*** Opening DATA TO EXAMINE ***

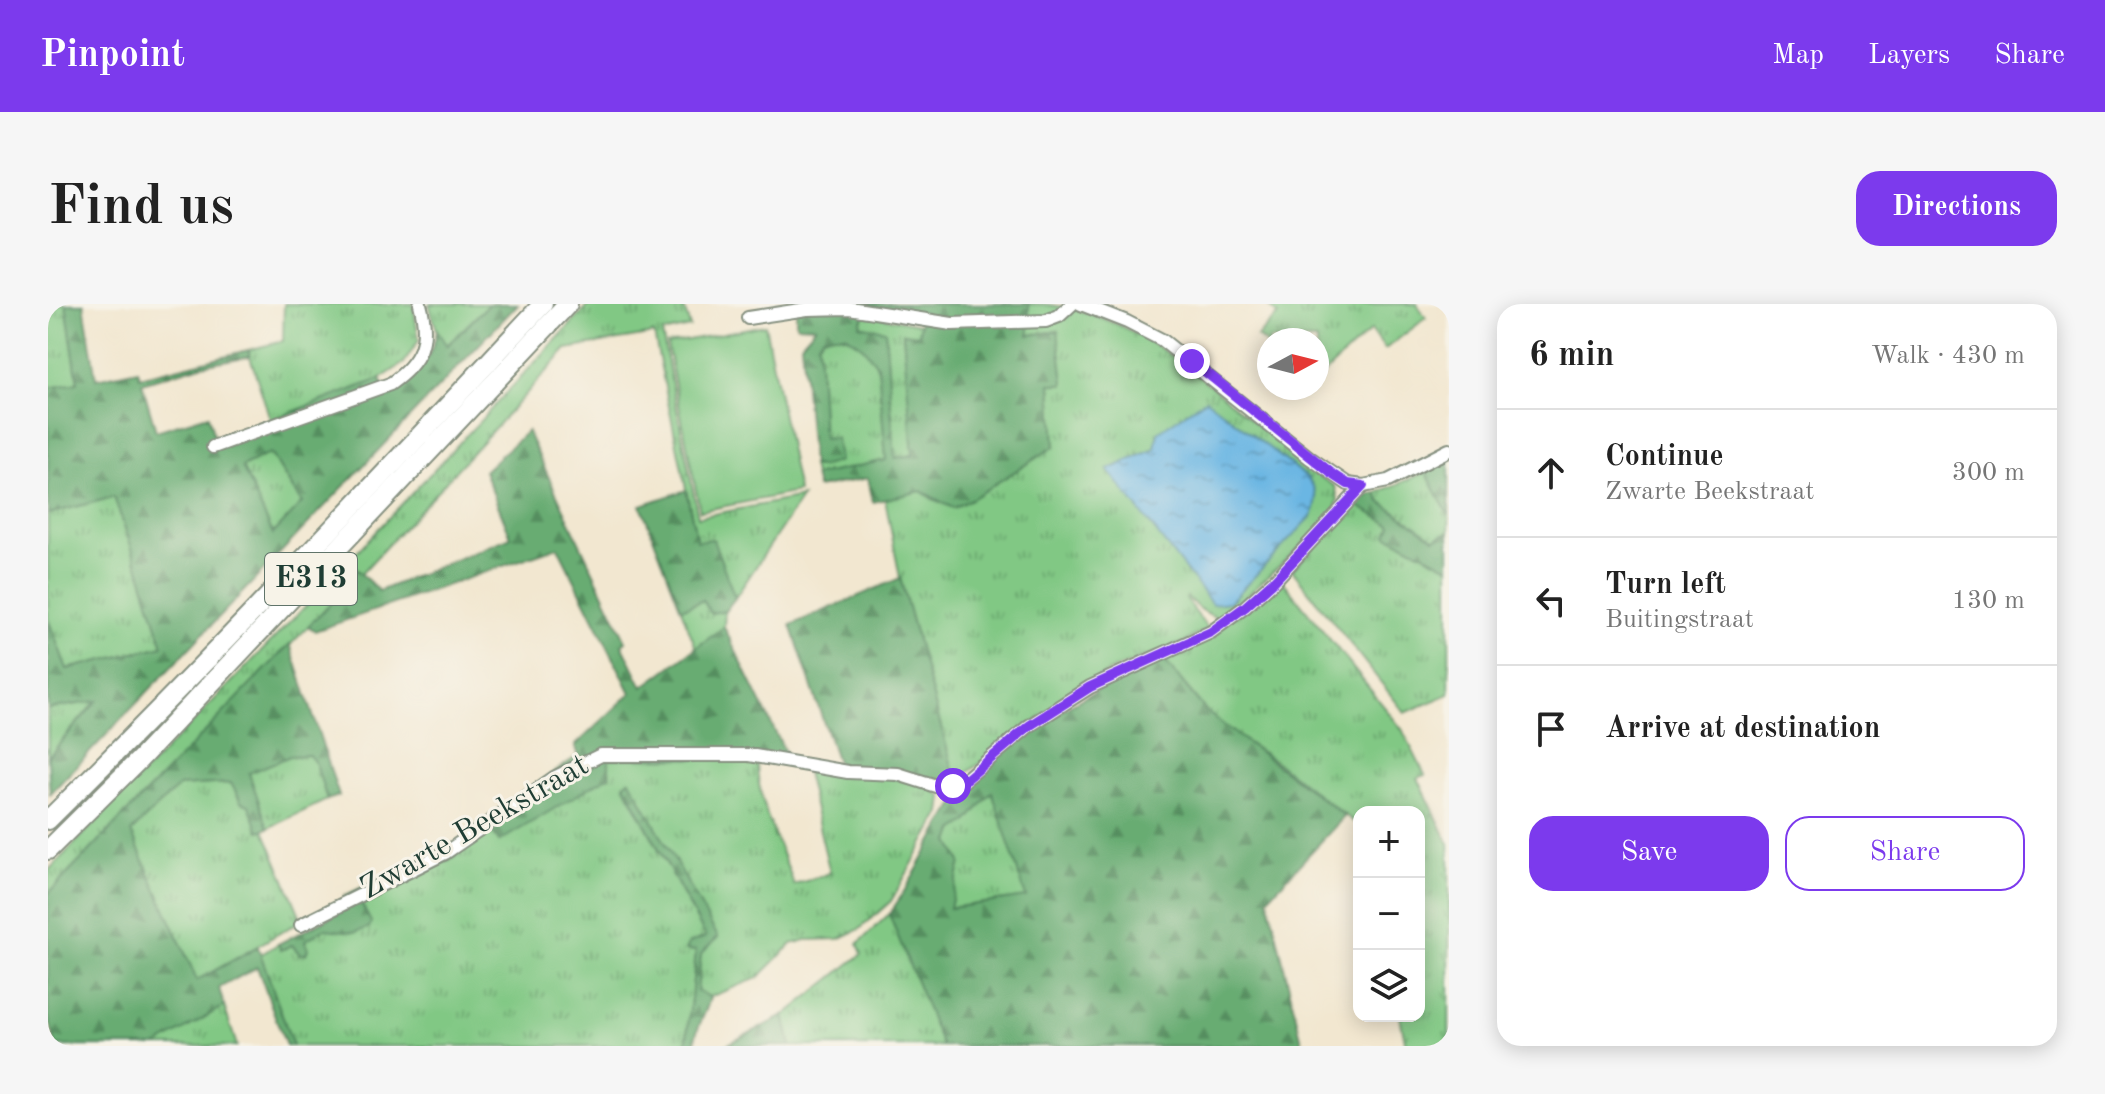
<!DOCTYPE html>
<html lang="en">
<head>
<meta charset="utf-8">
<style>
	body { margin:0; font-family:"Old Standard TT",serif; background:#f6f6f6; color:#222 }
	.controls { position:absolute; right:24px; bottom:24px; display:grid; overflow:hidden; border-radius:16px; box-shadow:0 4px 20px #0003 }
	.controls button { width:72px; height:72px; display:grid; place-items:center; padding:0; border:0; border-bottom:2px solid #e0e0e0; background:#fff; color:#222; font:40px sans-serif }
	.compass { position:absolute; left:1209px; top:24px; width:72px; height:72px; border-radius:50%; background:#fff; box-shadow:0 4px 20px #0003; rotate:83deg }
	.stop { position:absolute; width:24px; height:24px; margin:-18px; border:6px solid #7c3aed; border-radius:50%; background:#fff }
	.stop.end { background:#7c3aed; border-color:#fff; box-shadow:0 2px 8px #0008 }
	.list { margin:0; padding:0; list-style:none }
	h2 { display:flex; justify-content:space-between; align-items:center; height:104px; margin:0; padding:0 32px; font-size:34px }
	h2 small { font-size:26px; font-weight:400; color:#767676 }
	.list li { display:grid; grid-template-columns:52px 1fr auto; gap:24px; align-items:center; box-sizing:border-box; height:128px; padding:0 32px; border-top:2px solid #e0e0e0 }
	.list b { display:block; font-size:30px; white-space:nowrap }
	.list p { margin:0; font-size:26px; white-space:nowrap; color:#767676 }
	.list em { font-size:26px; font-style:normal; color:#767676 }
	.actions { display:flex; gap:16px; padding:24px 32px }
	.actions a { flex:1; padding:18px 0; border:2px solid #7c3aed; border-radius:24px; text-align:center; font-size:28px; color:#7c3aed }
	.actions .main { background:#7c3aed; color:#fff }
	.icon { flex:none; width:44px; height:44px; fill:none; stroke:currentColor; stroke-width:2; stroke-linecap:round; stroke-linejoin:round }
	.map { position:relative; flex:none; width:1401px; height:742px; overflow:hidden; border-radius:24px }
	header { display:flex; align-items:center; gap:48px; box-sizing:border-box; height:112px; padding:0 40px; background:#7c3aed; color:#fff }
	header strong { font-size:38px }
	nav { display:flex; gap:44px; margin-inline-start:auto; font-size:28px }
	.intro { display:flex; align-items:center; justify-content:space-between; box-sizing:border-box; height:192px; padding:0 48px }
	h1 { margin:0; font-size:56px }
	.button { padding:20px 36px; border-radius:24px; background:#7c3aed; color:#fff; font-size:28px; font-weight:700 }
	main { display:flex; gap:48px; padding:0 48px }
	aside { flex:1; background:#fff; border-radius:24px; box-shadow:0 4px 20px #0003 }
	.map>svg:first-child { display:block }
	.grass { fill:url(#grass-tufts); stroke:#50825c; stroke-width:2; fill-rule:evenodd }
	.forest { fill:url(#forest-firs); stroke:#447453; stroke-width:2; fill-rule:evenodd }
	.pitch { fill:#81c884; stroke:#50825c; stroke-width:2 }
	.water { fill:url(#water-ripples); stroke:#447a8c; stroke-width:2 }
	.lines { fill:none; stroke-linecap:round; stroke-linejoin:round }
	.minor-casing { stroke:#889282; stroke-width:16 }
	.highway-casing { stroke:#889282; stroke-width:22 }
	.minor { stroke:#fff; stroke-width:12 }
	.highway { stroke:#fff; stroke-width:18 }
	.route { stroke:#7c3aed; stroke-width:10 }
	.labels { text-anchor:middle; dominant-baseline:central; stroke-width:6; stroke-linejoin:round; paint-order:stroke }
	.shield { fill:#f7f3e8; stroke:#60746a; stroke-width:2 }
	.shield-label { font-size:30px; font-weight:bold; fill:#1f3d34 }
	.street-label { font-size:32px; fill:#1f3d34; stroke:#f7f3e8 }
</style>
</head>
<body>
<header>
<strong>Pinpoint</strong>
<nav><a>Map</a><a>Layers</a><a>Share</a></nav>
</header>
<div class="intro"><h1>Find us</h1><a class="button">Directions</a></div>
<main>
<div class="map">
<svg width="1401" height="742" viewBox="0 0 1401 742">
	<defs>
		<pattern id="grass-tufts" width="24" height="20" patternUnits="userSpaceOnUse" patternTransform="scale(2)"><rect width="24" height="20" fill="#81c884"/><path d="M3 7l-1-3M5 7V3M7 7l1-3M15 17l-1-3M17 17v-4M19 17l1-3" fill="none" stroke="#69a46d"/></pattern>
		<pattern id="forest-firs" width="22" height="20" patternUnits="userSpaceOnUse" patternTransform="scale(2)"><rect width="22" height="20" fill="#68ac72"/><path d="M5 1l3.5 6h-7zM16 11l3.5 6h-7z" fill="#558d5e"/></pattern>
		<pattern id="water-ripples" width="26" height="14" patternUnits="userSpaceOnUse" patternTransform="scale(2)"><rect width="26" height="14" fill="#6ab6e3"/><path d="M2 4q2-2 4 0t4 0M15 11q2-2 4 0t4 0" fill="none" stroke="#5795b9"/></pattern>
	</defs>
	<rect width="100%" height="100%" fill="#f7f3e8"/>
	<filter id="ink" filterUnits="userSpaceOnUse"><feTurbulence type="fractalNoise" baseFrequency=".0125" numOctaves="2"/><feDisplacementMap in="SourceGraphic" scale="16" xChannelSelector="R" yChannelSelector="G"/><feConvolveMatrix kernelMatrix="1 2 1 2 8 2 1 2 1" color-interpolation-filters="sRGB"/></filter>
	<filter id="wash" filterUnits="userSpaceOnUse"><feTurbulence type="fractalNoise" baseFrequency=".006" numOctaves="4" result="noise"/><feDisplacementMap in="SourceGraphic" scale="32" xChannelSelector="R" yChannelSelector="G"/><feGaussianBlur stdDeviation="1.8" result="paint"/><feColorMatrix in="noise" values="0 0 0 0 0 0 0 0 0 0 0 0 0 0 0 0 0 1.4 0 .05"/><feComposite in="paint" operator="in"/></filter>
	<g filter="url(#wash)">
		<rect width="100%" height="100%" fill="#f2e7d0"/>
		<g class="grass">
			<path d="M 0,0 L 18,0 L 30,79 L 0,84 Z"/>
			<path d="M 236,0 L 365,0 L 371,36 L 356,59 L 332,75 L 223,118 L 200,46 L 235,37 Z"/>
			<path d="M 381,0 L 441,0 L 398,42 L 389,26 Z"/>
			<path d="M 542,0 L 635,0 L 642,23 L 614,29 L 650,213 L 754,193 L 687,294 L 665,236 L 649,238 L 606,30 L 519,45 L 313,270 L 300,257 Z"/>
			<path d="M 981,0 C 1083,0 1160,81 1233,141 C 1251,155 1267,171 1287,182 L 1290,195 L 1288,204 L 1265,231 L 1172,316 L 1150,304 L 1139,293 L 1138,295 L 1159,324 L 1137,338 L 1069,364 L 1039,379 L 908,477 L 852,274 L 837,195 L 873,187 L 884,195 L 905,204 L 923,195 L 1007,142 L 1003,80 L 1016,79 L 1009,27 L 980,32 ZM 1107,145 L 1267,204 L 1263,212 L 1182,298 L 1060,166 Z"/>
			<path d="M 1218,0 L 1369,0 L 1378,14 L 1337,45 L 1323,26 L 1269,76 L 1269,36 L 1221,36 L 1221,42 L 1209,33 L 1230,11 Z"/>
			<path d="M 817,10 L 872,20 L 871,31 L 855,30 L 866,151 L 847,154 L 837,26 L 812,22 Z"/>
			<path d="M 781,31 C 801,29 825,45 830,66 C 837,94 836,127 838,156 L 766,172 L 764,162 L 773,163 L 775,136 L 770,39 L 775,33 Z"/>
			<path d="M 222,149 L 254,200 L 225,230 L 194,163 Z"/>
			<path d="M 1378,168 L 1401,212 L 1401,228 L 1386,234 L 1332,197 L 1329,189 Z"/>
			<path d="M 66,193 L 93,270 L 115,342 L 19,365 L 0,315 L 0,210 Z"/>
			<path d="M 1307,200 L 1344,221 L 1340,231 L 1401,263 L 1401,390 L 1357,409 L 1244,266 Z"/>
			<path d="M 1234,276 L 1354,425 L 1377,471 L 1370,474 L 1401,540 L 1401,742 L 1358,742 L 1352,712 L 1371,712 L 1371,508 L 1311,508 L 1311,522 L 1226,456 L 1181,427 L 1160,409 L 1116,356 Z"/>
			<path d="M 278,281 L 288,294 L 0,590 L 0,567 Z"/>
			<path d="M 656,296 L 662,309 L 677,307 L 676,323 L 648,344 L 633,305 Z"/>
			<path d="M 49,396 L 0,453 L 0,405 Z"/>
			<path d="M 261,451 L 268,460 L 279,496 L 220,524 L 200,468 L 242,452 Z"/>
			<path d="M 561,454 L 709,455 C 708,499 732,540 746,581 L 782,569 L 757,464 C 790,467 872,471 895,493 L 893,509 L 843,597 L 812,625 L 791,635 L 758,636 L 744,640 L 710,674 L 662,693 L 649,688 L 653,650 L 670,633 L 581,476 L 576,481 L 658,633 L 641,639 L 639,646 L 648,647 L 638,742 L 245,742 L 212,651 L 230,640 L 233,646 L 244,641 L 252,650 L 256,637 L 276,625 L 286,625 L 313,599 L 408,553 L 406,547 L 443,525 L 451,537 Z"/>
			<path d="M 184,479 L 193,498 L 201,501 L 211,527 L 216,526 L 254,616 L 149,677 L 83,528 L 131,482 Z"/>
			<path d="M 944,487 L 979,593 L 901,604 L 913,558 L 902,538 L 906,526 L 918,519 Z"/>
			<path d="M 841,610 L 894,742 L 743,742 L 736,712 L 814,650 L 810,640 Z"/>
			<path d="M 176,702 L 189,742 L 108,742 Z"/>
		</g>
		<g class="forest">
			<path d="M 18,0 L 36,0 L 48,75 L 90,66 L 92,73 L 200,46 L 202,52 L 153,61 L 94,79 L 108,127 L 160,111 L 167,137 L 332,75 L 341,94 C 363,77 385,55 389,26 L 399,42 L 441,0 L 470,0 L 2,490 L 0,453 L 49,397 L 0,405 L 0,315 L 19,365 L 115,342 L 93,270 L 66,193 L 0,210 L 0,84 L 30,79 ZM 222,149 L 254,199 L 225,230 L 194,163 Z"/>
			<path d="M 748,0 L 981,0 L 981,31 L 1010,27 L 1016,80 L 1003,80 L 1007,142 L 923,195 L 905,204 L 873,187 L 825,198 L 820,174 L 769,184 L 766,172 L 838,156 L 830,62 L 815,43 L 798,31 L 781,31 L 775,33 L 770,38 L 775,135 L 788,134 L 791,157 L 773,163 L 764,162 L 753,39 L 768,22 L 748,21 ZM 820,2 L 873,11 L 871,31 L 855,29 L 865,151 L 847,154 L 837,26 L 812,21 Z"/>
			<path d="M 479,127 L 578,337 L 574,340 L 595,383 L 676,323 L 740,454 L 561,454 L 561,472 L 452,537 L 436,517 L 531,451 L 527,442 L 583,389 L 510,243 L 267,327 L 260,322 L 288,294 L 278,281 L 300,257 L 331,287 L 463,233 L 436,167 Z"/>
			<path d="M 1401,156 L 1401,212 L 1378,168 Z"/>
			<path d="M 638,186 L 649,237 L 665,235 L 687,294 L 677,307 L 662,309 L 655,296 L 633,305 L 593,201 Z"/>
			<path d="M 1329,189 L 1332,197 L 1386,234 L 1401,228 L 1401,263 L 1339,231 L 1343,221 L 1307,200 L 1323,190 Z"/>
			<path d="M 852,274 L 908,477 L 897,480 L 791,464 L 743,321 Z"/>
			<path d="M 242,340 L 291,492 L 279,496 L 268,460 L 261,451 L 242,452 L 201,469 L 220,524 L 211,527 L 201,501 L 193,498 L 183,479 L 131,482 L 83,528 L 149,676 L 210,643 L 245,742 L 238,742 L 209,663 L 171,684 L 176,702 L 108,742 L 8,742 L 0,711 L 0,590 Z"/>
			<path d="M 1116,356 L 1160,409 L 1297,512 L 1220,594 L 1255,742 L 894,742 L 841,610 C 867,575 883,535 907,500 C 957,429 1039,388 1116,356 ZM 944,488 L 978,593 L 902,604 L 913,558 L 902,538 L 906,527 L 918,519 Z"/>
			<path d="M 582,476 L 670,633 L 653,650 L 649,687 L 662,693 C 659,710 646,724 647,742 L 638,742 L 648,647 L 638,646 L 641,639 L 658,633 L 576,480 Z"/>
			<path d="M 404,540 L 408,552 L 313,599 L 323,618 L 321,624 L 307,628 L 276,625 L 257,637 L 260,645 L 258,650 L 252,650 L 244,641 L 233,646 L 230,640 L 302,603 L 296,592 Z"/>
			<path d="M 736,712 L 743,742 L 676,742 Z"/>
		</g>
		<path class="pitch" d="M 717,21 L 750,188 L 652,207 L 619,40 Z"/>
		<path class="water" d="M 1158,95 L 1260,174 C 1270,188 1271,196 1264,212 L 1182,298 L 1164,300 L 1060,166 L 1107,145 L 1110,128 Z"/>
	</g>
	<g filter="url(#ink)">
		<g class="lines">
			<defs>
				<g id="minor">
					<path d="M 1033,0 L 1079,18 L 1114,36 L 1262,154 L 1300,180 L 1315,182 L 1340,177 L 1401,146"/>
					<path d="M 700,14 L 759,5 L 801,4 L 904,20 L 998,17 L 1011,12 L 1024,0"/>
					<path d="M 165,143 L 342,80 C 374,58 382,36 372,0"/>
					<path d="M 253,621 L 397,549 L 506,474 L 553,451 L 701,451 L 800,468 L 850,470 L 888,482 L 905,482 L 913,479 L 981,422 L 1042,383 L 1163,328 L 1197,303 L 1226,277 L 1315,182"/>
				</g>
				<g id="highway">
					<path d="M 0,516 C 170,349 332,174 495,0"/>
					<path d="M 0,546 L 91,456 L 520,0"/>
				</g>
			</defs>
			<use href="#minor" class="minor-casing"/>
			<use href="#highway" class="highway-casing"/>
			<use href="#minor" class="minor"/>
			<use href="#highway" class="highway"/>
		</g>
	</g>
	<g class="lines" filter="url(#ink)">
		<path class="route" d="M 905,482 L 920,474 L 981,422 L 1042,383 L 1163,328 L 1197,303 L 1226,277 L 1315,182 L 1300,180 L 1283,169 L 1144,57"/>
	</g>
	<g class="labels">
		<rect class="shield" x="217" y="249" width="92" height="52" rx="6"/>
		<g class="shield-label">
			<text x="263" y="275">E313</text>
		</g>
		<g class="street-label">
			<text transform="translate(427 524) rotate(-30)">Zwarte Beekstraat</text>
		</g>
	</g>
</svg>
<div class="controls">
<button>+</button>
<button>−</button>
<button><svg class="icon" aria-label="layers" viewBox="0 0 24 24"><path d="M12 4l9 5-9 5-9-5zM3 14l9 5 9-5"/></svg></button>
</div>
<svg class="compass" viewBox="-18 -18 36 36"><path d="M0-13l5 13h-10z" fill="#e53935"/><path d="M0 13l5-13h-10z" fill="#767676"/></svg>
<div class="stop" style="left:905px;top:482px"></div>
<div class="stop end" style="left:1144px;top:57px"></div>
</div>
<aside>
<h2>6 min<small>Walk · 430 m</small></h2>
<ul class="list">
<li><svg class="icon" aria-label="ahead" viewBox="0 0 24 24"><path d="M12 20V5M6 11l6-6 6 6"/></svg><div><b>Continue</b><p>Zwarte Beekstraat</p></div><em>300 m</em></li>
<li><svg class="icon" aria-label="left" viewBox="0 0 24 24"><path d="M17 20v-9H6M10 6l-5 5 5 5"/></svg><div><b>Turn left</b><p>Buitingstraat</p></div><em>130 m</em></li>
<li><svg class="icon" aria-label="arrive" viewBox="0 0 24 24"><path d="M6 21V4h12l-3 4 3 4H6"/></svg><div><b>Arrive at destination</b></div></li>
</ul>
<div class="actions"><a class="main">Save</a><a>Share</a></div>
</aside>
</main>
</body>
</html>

*** Closing DATA TO EXAMINE ***

WHAT YOU SHOULD DO: Set down exactly the lines of the data above, beginning with the line that has "flex:none; width:44px; height:44px;" and ending with the line that has "flex:1; background:#fff; border-radius:24px;", and no others.

RESPONSE FOR THIS EXERCISE:
	.icon { flex:none; width:44px; height:44px; fill:none; stroke:currentColor; stroke-width:2; stroke-linecap:round; stroke-linejoin:round }
	.map { position:relative; flex:none; width:1401px; height:742px; overflow:hidden; border-radius:24px }
	header { display:flex; align-items:center; gap:48px; box-sizing:border-box; height:112px; padding:0 40px; background:#7c3aed; color:#fff }
	header strong { font-size:38px }
	nav { display:flex; gap:44px; margin-inline-start:auto; font-size:28px }
	.intro { display:flex; align-items:center; justify-content:space-between; box-sizing:border-box; height:192px; padding:0 48px }
	h1 { margin:0; font-size:56px }
	.button { padding:20px 36px; border-radius:24px; background:#7c3aed; color:#fff; font-size:28px; font-weight:700 }
	main { display:flex; gap:48px; padding:0 48px }
	aside { flex:1; background:#fff; border-radius:24px; box-shadow:0 4px 20px #0003 }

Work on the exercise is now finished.